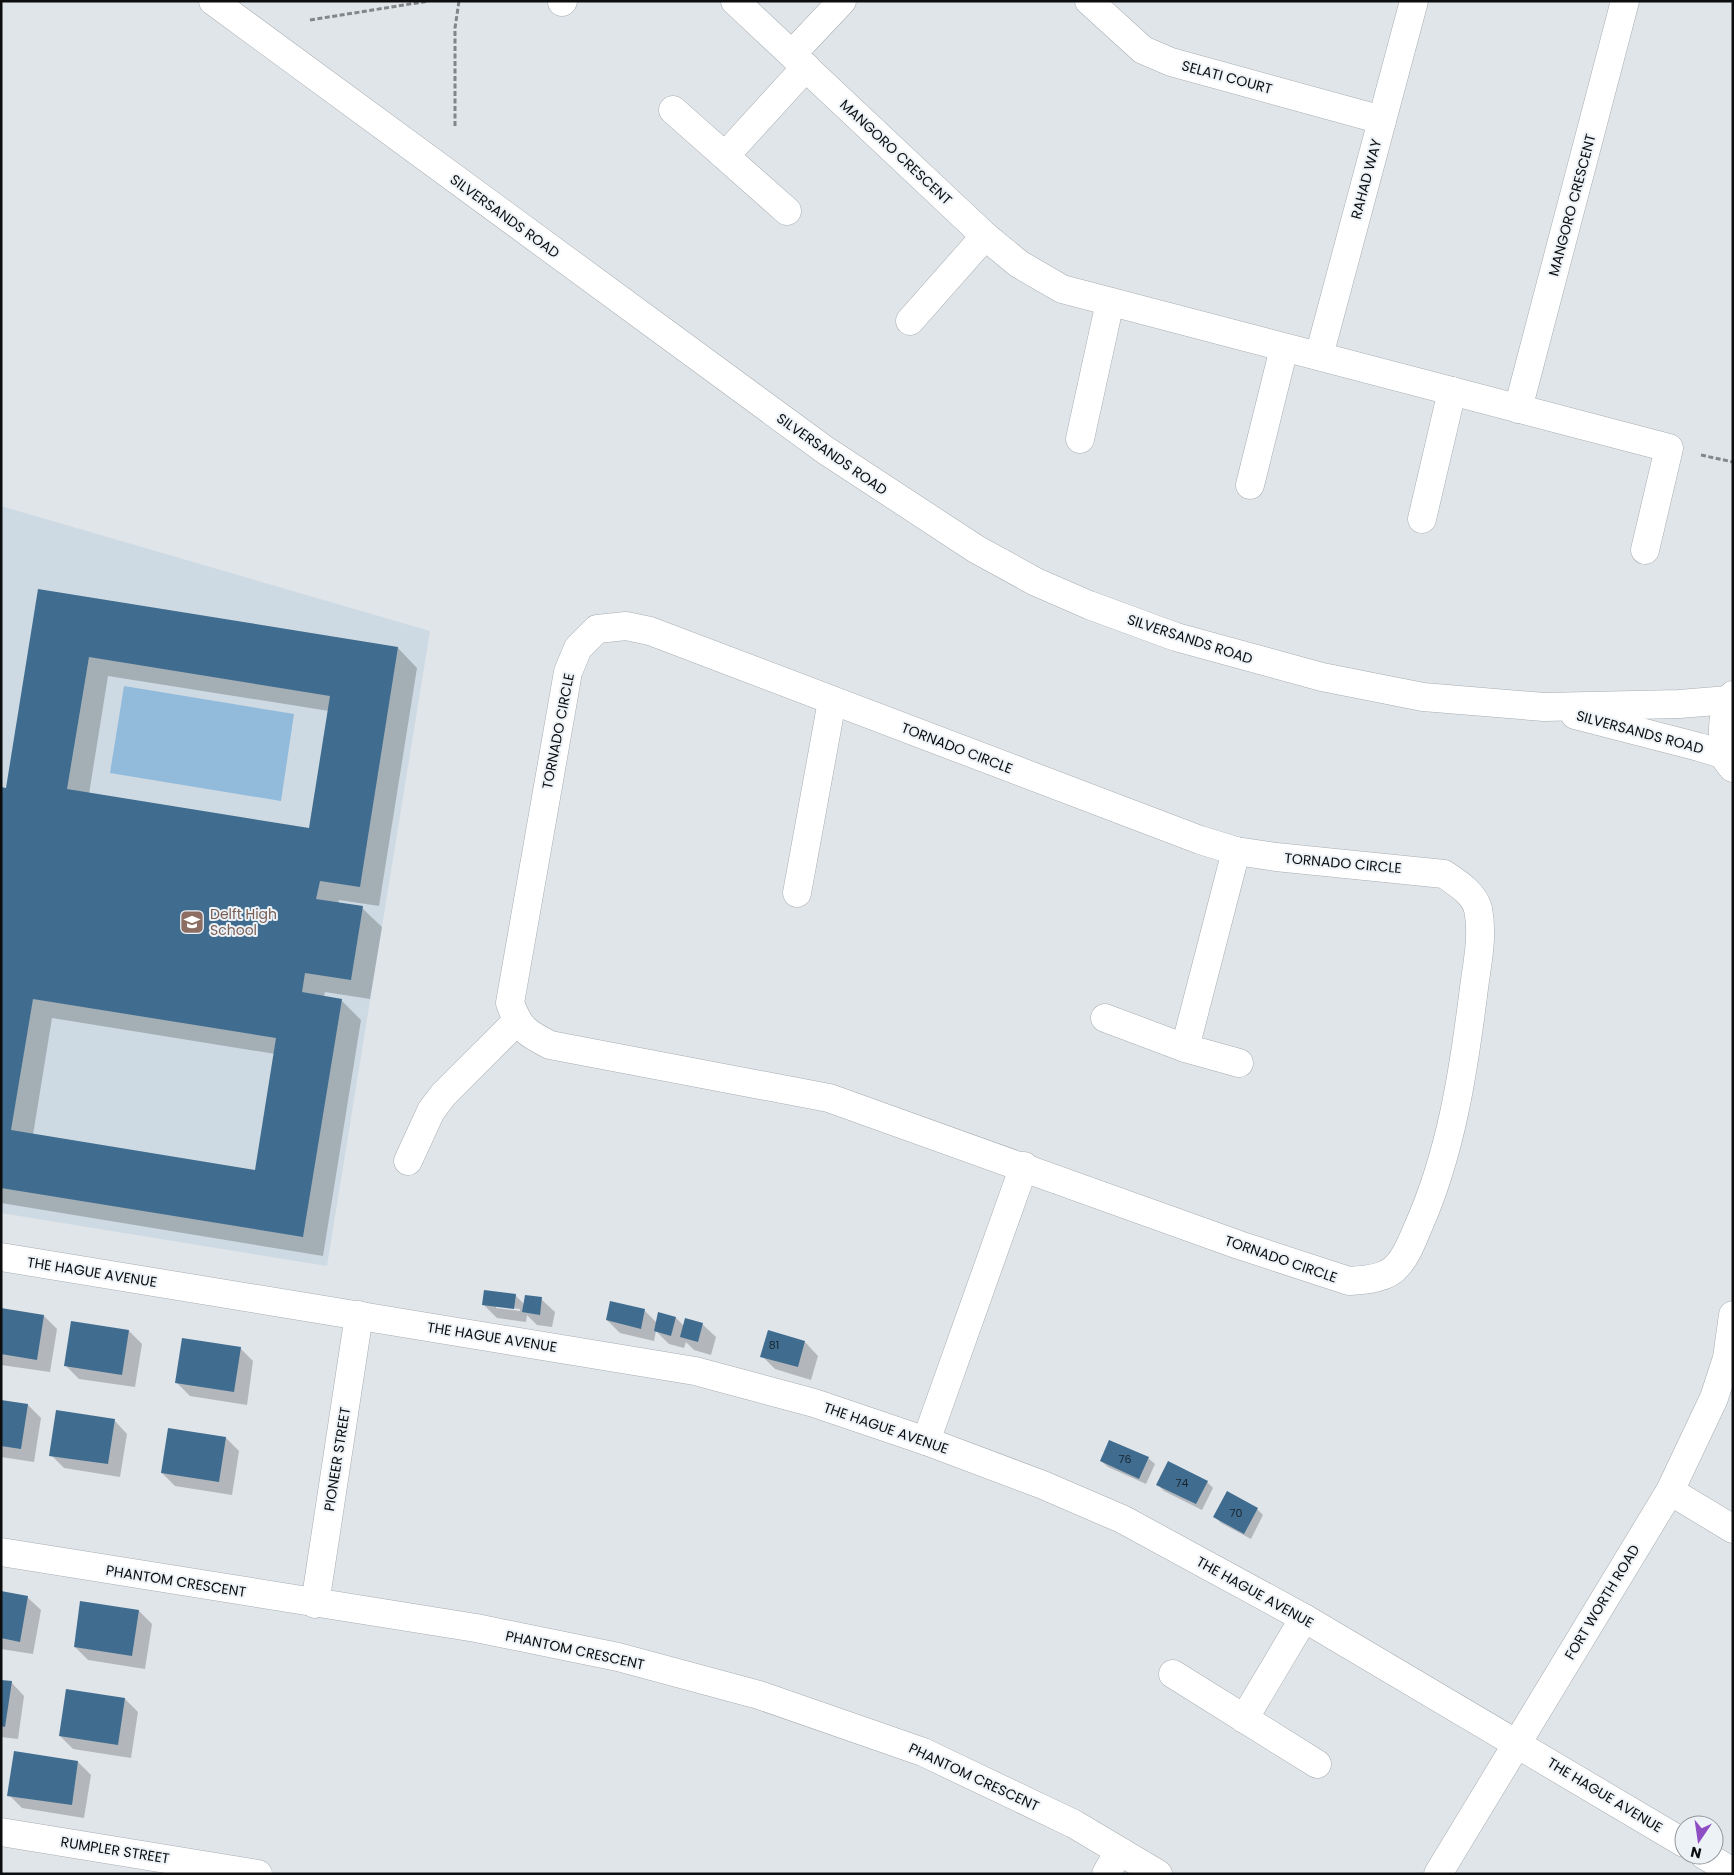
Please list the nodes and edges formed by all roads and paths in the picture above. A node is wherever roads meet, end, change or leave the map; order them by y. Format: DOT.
graph roads {
  1 [pos="213,1"];
  2 [pos="429,1"];
  3 [pos="459,1"];
  4 [pos="735,1"];
  5 [pos="842,1"];
  6 [pos="1089,1"];
  7 [pos="1414,1"];
  8 [pos="1625,1"];
  9 [pos="310,20"];
  10 [pos="799,61"];
  11 [pos="673,110"];
  12 [pos="1382,120"];
  13 [pos="455,126"];
  14 [pos="725,156"];
  15 [pos="786,211"];
  16 [pos="985,236"];
  17 [pos="1110,302"];
  18 [pos="910,321"];
  19 [pos="1284,348"];
  20 [pos="1319,356"];
  21 [pos="1452,391"];
  22 [pos="1518,409"];
  23 [pos="1080,439"];
  24 [pos="1250,485"];
  25 [pos="1422,519"];
  26 [pos="1645,550"];
  27 [pos="1731,697"];
  28 [pos="832,701"];
  29 [pos="1544,707"];
  30 [pos="1732,767"];
  31 [pos="1236,851"];
  32 [pos="797,893"];
  33 [pos="1105,1018"];
  34 [pos="517,1021"];
  35 [pos="1185,1048"];
  36 [pos="1239,1063"];
  37 [pos="408,1160"];
  38 [pos="1024,1166"];
  39 [pos="1,1257"];
  40 [pos="359,1315"];
  41 [pos="1733,1315"];
  42 [pos="926,1441"];
  43 [pos="1670,1491"];
  44 [pos="1733,1529"];
  45 [pos="1,1552"];
  46 [pos="315,1604"];
  47 [pos="1304,1618"];
  48 [pos="1173,1674"];
  49 [pos="1244,1720"];
  50 [pos="1518,1742"];
  51 [pos="1317,1764"];
  52 [pos="1,1832"];
  53 [pos="1674,1837"];
  54 [pos="1119,1851"];
  55 [pos="1721,1865"];
  56 [pos="1733,1872"];
  57 [pos="258,1874"];
  58 [pos="1106,1874"];
  59 [pos="1158,1874"];
  60 [pos="1438,1874"];
  1 -- 29 [label="street, SILVERSANDS ROAD"];
  2 -- 9 [label="path"];
  3 -- 13 [label="path"];
  4 -- 10 [label="street, MANGORO CRESCENT"];
  5 -- 10 [label="street"];
  6 -- 12 [label="street, SELATI COURT"];
  7 -- 12 [label="street, RAHAD WAY"];
  8 -- 22 [label="street, MANGORO CRESCENT"];
  10 -- 14 [label="street"];
  10 -- 16 [label="street, MANGORO CRESCENT"];
  11 -- 14 [label="street"];
  12 -- 20 [label="street, RAHAD WAY"];
  14 -- 15 [label="street"];
  16 -- 17 [label="street, MANGORO CRESCENT"];
  16 -- 18 [label="street"];
  17 -- 19 [label="street, MANGORO CRESCENT"];
  17 -- 23 [label="street"];
  19 -- 20 [label="street, MANGORO CRESCENT"];
  19 -- 24 [label="street"];
  20 -- 21 [label="street, MANGORO CRESCENT"];
  21 -- 22 [label="street, MANGORO CRESCENT"];
  21 -- 25 [label="street"];
  22 -- 26 [label="street, MANGORO CRESCENT"];
  27 -- 29 [label="street, SILVERSANDS ROAD"];
  27 -- 30 [label="street"];
  28 -- 31 [label="street, TORNADO CIRCLE"];
  28 -- 32 [label="street"];
  28 -- 34 [label="street, TORNADO CIRCLE"];
  29 -- 30 [label="street, SILVERSANDS ROAD"];
  31 -- 35 [label="street"];
  31 -- 38 [label="street, TORNADO CIRCLE"];
  33 -- 35 [label="street"];
  34 -- 37 [label="street"];
  34 -- 38 [label="street, TORNADO CIRCLE"];
  35 -- 36 [label="street"];
  38 -- 42 [label="street"];
  39 -- 40 [label="street, THE HAGUE AVENUE"];
  40 -- 42 [label="street, THE HAGUE AVENUE"];
  40 -- 46 [label="street, PIONEER STREET"];
  41 -- 43 [label="street, FORT WORTH ROAD"];
  42 -- 47 [label="street, THE HAGUE AVENUE"];
  43 -- 44 [label="street"];
  43 -- 50 [label="street, FORT WORTH ROAD"];
  45 -- 46 [label="street, PHANTOM CRESCENT"];
  46 -- 54 [label="street, PHANTOM CRESCENT"];
  47 -- 49 [label="street"];
  47 -- 50 [label="street, THE HAGUE AVENUE"];
  48 -- 49 [label="street"];
  49 -- 51 [label="street"];
  50 -- 53 [label="street, THE HAGUE AVENUE"];
  50 -- 60 [label="street, FORT WORTH ROAD"];
  52 -- 57 [label="street, RUMPLER STREET"];
  54 -- 58 [label="street"];
  54 -- 59 [label="street, PHANTOM CRESCENT"];
  55 -- 56 [label="street"];
}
-*-
- _EXERCISE_
When the listing is transcribed, every line must match the original exactly, and the pictures must be left out.

- _SOLUTION TO THE EXERCISE_
Please list the nodes and edges formed by all roads and paths in the picture above. A node is wherever roads meet, end, change or leave the map; order them by y. Format: DOT.
graph roads {
  1 [pos="213,1"];
  2 [pos="429,1"];
  3 [pos="459,1"];
  4 [pos="735,1"];
  5 [pos="842,1"];
  6 [pos="1089,1"];
  7 [pos="1414,1"];
  8 [pos="1625,1"];
  9 [pos="310,20"];
  10 [pos="799,61"];
  11 [pos="673,110"];
  12 [pos="1382,120"];
  13 [pos="455,126"];
  14 [pos="725,156"];
  15 [pos="786,211"];
  16 [pos="985,236"];
  17 [pos="1110,302"];
  18 [pos="910,321"];
  19 [pos="1284,348"];
  20 [pos="1319,356"];
  21 [pos="1452,391"];
  22 [pos="1518,409"];
  23 [pos="1080,439"];
  24 [pos="1250,485"];
  25 [pos="1422,519"];
  26 [pos="1645,550"];
  27 [pos="1731,697"];
  28 [pos="832,701"];
  29 [pos="1544,707"];
  30 [pos="1732,767"];
  31 [pos="1236,851"];
  32 [pos="797,893"];
  33 [pos="1105,1018"];
  34 [pos="517,1021"];
  35 [pos="1185,1048"];
  36 [pos="1239,1063"];
  37 [pos="408,1160"];
  38 [pos="1024,1166"];
  39 [pos="1,1257"];
  40 [pos="359,1315"];
  41 [pos="1733,1315"];
  42 [pos="926,1441"];
  43 [pos="1670,1491"];
  44 [pos="1733,1529"];
  45 [pos="1,1552"];
  46 [pos="315,1604"];
  47 [pos="1304,1618"];
  48 [pos="1173,1674"];
  49 [pos="1244,1720"];
  50 [pos="1518,1742"];
  51 [pos="1317,1764"];
  52 [pos="1,1832"];
  53 [pos="1674,1837"];
  54 [pos="1119,1851"];
  55 [pos="1721,1865"];
  56 [pos="1733,1872"];
  57 [pos="258,1874"];
  58 [pos="1106,1874"];
  59 [pos="1158,1874"];
  60 [pos="1438,1874"];
  1 -- 29 [label="street, SILVERSANDS ROAD"];
  2 -- 9 [label="path"];
  3 -- 13 [label="path"];
  4 -- 10 [label="street, MANGORO CRESCENT"];
  5 -- 10 [label="street"];
  6 -- 12 [label="street, SELATI COURT"];
  7 -- 12 [label="street, RAHAD WAY"];
  8 -- 22 [label="street, MANGORO CRESCENT"];
  10 -- 14 [label="street"];
  10 -- 16 [label="street, MANGORO CRESCENT"];
  11 -- 14 [label="street"];
  12 -- 20 [label="street, RAHAD WAY"];
  14 -- 15 [label="street"];
  16 -- 17 [label="street, MANGORO CRESCENT"];
  16 -- 18 [label="street"];
  17 -- 19 [label="street, MANGORO CRESCENT"];
  17 -- 23 [label="street"];
  19 -- 20 [label="street, MANGORO CRESCENT"];
  19 -- 24 [label="street"];
  20 -- 21 [label="street, MANGORO CRESCENT"];
  21 -- 22 [label="street, MANGORO CRESCENT"];
  21 -- 25 [label="street"];
  22 -- 26 [label="street, MANGORO CRESCENT"];
  27 -- 29 [label="street, SILVERSANDS ROAD"];
  27 -- 30 [label="street"];
  28 -- 31 [label="street, TORNADO CIRCLE"];
  28 -- 32 [label="street"];
  28 -- 34 [label="street, TORNADO CIRCLE"];
  29 -- 30 [label="street, SILVERSANDS ROAD"];
  31 -- 35 [label="street"];
  31 -- 38 [label="street, TORNADO CIRCLE"];
  33 -- 35 [label="street"];
  34 -- 37 [label="street"];
  34 -- 38 [label="street, TORNADO CIRCLE"];
  35 -- 36 [label="street"];
  38 -- 42 [label="street"];
  39 -- 40 [label="street, THE HAGUE AVENUE"];
  40 -- 42 [label="street, THE HAGUE AVENUE"];
  40 -- 46 [label="street, PIONEER STREET"];
  41 -- 43 [label="street, FORT WORTH ROAD"];
  42 -- 47 [label="street, THE HAGUE AVENUE"];
  43 -- 44 [label="street"];
  43 -- 50 [label="street, FORT WORTH ROAD"];
  45 -- 46 [label="street, PHANTOM CRESCENT"];
  46 -- 54 [label="street, PHANTOM CRESCENT"];
  47 -- 49 [label="street"];
  47 -- 50 [label="street, THE HAGUE AVENUE"];
  48 -- 49 [label="street"];
  49 -- 51 [label="street"];
  50 -- 53 [label="street, THE HAGUE AVENUE"];
  50 -- 60 [label="street, FORT WORTH ROAD"];
  52 -- 57 [label="street, RUMPLER STREET"];
  54 -- 58 [label="street"];
  54 -- 59 [label="street, PHANTOM CRESCENT"];
  55 -- 56 [label="street"];
}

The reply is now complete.